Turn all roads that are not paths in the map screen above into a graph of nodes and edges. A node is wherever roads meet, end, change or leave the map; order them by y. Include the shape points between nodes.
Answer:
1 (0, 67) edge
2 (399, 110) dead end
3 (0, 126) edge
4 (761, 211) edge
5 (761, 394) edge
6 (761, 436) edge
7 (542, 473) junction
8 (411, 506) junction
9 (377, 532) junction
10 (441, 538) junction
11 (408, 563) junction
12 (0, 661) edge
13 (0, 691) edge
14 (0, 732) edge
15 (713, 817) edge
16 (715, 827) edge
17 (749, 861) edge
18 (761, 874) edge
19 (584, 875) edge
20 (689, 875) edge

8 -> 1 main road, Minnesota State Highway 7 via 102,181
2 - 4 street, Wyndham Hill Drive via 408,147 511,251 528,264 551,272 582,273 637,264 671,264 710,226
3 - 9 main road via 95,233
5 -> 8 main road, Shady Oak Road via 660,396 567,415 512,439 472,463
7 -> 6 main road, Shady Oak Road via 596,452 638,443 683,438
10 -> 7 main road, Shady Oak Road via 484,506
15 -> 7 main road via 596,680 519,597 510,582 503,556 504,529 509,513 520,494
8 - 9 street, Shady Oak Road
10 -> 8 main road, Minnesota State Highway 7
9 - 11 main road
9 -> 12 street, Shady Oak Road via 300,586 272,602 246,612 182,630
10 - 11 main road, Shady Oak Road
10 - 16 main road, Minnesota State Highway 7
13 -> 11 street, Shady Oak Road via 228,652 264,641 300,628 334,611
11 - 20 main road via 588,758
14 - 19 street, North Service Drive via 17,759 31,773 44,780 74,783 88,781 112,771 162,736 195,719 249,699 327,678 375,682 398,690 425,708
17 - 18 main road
::::
### [Directions for this task]
Pull every line with the string "Highway" from the data above.

### [Exercise response]
8 -> 1 main road, Minnesota State Highway 7 via 102,181
10 -> 8 main road, Minnesota State Highway 7
10 - 16 main road, Minnesota State Highway 7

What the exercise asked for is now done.